El Clan est frustrant, frustrant car il s'en fallait de peu pour qu'il ne fut parfait, irréprochable, impeccable, insoupçonnable, ce qui rend difficile la tâche de trouver des circonstances atténuantes à ses défauts, si peu nombreux soient-ils.
Qu'est-ce qui a empêché ce film d'être un des meilleurs thrillers-mélodrames contemporains comme l'a certainement voulu son réalisateur ?
Nul besoin d'aller chercher très loin le coupable. Si l'on décroche parfois durant le visionnage, c'est bel et bien la narration qui est à blâmer.
Le film tombe dans le même travers que trop de ses contemporains : il veut raconter l'histoire dans le désordre. D'ordinaire, c'est une astuce d'écriture qui n'apporte rien, ce qui pourrait déjà être constitutif d'une faute. Ici, c'est pire : ça gâche l'intrigue, ce qui est assurément l'un des effets à éviter à tout prix dans un film aussi minutieusement écrit que celui-là.
L'histoire est racontée quasiment dans l'ordre mais entrecoupée de flashforwards qui nous montrent des instants de la journée où tout basculera. Et voilà comment ruiner le suspense ! On sait comment tout cela finira. C'est certainement voulu -après tout, il s'agit de l'adaptation d'un fait divers dont la plupart des spectateurs argentins connaissaient probablement déjà l'issue- mais ça enlève énormément d'intérêt aux événements qu'on nous montre. Comment être investi à cent pour cent dans l'histoire alors qu'on nous montre des bribes de la fin à plusieurs reprises et ce, dès le début ?
En plus, les allers-retours temporels rendent difficile l'intégration du contexte historique, qui parait un peu nébuleux pour un spectateur étranger mais peut-être est-ce simplement parce que le film est avant tout destiné au public de son pays d'origine. Il n'empêche qu'il faut s'accrocher pour comprendre les rôles cumulés de certains personnages, dans un film où beaucoup jouent un double voire un triple jeu.

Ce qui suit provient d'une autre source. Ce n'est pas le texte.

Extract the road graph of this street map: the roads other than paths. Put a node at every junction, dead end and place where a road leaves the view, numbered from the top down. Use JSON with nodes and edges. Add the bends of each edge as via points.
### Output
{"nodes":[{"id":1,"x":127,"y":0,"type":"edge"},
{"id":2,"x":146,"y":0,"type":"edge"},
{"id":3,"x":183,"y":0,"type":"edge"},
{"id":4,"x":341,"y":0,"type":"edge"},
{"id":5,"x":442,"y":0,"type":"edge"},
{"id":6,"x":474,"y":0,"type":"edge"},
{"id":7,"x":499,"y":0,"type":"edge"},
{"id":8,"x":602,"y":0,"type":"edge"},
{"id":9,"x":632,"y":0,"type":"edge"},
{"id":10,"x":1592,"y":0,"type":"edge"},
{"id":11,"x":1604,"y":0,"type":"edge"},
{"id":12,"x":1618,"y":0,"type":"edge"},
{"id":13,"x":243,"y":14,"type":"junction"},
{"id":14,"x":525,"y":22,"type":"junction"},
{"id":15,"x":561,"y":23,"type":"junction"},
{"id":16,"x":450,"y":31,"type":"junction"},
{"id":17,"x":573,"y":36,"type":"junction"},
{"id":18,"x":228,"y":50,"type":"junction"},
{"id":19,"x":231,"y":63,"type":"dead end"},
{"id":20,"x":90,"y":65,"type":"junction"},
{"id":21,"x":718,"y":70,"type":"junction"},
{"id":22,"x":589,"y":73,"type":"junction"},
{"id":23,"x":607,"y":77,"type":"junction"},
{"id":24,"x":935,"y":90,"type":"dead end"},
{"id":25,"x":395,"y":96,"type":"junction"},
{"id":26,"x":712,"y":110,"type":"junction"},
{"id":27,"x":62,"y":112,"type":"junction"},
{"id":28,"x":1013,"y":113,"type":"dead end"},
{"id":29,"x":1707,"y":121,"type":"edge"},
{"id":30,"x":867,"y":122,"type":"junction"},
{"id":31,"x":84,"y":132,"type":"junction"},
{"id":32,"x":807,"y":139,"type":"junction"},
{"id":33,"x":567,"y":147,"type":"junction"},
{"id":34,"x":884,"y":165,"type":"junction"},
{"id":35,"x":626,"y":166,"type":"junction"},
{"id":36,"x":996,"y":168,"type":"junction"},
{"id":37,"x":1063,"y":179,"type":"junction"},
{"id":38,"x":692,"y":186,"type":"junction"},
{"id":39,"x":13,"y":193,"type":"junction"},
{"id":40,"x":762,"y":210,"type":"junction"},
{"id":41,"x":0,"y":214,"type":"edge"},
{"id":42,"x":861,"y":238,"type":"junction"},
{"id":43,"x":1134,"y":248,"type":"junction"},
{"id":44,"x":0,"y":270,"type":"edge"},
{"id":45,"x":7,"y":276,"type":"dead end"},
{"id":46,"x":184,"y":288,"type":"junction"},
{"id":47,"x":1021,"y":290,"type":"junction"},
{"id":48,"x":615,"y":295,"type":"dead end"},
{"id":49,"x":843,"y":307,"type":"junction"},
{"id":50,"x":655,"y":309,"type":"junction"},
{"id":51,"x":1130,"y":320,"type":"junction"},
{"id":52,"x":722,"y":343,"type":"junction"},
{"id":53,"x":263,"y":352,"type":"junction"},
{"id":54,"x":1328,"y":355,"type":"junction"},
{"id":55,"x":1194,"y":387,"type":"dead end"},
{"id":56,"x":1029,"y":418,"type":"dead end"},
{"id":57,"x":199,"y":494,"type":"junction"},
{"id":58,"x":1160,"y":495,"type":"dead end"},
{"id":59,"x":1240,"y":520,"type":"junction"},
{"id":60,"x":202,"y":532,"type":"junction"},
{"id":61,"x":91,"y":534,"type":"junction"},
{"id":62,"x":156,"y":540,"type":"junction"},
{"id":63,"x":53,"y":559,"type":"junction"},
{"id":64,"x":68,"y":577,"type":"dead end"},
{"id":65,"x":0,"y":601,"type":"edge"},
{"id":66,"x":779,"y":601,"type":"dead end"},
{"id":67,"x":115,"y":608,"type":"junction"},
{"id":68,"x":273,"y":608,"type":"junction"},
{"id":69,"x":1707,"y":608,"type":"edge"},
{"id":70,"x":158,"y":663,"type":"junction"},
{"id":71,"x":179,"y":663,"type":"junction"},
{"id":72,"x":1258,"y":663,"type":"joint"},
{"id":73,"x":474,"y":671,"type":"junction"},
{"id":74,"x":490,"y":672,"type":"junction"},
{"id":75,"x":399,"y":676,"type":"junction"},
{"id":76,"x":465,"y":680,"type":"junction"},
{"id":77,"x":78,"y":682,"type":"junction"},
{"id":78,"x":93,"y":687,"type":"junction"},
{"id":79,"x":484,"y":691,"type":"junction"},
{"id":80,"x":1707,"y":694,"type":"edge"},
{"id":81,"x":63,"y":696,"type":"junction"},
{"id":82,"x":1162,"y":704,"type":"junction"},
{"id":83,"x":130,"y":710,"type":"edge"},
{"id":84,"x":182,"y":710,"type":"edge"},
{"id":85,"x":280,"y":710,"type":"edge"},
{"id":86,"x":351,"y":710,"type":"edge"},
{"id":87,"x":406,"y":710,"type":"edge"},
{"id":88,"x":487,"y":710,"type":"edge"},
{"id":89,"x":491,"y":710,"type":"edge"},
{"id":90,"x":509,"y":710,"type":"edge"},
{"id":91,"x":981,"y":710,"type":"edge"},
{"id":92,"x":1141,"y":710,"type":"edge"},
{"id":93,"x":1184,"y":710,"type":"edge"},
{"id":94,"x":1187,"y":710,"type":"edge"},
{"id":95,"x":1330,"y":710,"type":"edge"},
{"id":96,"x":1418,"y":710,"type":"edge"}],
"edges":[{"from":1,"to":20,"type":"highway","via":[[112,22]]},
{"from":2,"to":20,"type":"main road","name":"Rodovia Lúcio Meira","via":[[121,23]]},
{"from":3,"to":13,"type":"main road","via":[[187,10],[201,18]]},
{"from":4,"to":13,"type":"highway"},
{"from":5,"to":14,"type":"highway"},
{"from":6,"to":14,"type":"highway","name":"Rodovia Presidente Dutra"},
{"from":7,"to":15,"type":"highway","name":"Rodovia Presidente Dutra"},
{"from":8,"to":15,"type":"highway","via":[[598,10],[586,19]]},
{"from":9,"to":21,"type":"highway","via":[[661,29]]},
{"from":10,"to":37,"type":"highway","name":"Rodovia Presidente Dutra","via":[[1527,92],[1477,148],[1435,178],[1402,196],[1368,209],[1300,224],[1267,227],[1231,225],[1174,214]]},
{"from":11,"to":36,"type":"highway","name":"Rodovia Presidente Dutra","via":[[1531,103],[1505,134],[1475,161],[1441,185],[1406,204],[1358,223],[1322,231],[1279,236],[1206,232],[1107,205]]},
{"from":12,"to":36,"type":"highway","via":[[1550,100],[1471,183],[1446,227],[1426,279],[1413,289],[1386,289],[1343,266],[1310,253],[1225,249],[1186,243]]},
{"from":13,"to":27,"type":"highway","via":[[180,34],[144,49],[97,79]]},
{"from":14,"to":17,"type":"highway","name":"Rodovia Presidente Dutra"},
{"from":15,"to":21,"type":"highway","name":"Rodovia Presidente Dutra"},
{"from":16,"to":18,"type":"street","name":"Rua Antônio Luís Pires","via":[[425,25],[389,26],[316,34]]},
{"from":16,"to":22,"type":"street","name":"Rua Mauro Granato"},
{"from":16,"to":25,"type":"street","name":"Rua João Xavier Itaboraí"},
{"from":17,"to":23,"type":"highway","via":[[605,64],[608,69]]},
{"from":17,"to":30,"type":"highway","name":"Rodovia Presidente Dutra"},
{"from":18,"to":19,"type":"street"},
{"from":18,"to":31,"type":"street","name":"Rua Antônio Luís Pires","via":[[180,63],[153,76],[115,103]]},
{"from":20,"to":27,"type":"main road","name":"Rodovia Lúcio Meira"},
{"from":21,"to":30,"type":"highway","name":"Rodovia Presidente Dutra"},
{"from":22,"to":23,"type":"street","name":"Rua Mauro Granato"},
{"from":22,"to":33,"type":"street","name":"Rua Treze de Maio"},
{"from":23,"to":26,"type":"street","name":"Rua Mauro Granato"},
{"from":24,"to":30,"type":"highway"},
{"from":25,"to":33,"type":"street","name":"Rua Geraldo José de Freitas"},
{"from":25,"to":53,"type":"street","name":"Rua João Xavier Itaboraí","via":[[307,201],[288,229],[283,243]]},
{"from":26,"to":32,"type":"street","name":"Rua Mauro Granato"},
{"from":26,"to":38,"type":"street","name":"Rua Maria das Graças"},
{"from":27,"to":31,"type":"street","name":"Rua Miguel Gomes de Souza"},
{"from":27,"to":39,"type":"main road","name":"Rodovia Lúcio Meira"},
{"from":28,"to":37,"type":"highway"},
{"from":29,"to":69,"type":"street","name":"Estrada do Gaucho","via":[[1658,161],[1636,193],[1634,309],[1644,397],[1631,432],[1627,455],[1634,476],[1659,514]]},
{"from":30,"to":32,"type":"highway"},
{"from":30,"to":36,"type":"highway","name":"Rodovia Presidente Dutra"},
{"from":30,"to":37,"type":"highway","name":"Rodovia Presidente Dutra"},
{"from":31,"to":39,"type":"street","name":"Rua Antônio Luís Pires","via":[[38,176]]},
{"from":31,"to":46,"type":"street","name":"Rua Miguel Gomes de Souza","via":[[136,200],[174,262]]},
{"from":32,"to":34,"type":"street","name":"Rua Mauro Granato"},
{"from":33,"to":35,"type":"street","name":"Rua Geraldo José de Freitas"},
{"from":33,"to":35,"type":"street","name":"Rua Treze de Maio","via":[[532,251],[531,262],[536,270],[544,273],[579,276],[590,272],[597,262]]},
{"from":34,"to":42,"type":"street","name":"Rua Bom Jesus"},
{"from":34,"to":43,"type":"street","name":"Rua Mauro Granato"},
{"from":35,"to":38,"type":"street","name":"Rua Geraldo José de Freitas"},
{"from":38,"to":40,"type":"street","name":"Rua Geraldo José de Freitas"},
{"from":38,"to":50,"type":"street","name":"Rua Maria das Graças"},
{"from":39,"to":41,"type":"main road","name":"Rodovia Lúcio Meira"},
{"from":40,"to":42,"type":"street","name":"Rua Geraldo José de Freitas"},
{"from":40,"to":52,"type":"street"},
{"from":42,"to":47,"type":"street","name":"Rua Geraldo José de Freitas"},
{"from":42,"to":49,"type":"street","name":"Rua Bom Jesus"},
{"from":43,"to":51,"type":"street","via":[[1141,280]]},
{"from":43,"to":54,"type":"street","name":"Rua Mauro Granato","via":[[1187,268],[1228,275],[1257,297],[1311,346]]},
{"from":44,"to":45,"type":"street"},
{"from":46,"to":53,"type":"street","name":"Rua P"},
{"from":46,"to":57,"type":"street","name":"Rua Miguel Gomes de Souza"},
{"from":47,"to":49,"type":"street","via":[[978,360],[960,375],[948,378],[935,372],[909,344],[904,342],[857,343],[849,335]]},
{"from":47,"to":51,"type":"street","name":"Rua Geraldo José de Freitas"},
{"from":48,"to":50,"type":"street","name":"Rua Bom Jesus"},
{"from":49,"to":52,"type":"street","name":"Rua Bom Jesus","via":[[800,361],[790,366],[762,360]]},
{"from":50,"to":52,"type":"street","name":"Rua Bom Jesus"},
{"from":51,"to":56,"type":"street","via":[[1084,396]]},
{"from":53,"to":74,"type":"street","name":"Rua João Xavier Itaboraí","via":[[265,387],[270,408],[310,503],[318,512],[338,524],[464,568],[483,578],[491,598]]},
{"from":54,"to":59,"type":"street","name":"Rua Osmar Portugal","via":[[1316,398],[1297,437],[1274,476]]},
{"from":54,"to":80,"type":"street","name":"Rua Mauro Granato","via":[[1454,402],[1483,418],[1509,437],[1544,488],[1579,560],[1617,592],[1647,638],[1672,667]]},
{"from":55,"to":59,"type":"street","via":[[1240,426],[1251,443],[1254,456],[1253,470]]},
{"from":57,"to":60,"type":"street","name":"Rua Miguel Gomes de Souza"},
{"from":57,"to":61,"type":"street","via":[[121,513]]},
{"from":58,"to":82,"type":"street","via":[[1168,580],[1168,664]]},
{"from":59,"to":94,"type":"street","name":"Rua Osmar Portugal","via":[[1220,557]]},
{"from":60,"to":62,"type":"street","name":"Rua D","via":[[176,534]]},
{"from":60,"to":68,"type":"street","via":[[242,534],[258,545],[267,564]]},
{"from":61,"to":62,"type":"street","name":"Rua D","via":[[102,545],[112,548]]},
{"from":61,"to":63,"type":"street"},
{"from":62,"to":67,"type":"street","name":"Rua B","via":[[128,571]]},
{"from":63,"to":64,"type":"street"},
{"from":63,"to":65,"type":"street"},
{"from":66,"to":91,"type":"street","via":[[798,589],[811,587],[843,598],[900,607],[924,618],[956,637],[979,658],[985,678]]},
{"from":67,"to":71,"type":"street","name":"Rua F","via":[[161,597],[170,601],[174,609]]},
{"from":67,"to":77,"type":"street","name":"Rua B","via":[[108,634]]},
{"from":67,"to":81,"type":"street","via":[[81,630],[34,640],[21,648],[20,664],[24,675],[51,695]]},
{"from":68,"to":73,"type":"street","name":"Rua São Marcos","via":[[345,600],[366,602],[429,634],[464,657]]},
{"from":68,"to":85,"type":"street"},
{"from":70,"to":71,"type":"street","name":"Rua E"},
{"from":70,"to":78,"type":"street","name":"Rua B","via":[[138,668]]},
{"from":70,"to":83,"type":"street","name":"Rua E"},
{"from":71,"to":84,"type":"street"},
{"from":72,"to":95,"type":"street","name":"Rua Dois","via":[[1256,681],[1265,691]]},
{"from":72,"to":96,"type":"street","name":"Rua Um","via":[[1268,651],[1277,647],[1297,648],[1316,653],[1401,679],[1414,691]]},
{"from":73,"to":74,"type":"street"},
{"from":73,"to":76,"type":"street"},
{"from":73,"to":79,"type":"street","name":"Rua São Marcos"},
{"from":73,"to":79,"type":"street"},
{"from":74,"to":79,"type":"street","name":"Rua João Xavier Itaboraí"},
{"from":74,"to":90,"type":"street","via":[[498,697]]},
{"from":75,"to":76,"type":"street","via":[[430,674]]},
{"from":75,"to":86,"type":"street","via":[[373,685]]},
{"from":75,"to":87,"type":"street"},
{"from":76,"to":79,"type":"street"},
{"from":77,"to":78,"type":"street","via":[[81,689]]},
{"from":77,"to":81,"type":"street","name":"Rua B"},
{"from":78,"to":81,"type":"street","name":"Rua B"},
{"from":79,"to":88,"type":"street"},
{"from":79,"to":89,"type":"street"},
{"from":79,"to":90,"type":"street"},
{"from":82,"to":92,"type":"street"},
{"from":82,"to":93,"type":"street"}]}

Pour en finir avec les défauts, on pourrait accuser le film de manquer un peu d'originalité et de nous servir, sous prétexte de nous raconter une atroce histoire vraie, des gimmicks déjà bien connus des histoires de descente aux enfers.
Maintenant qu'on a reproché ça, il est temps d'encenser tout le reste : tout est magistral.
Entre les mouvements de caméra variés (parmi lesquels on trouve des plans-séquences fabuleux qui nous permettent de suivre les scènes d'enlèvement sans en perdre une miette), la photographie qui nous immerge concrètement dans l'ambiance malsaine de cette famille, l'écriture minutieuse, les thèmes musicaux brillamment choisis et bien sûr le jeu irréprochable de l'ensemble du casting (Guillermo Francella est glaçant du début à la fin et crève l'écran durant sa tirade finale), El Clan est un must-see pour tous les spectateurs curieux et que la violence ne rebute pas.
Je ne développerai pas davantage les qualités de ce grand film pour vous conseiller tout simplement de vous jeter dessus, malgré les quelques défauts énoncés précédemment.
Et puis eh ! Un film qui a l'audace de monter une scène de sexe par dessus une scène de torture, ça sort une fois dans une vie.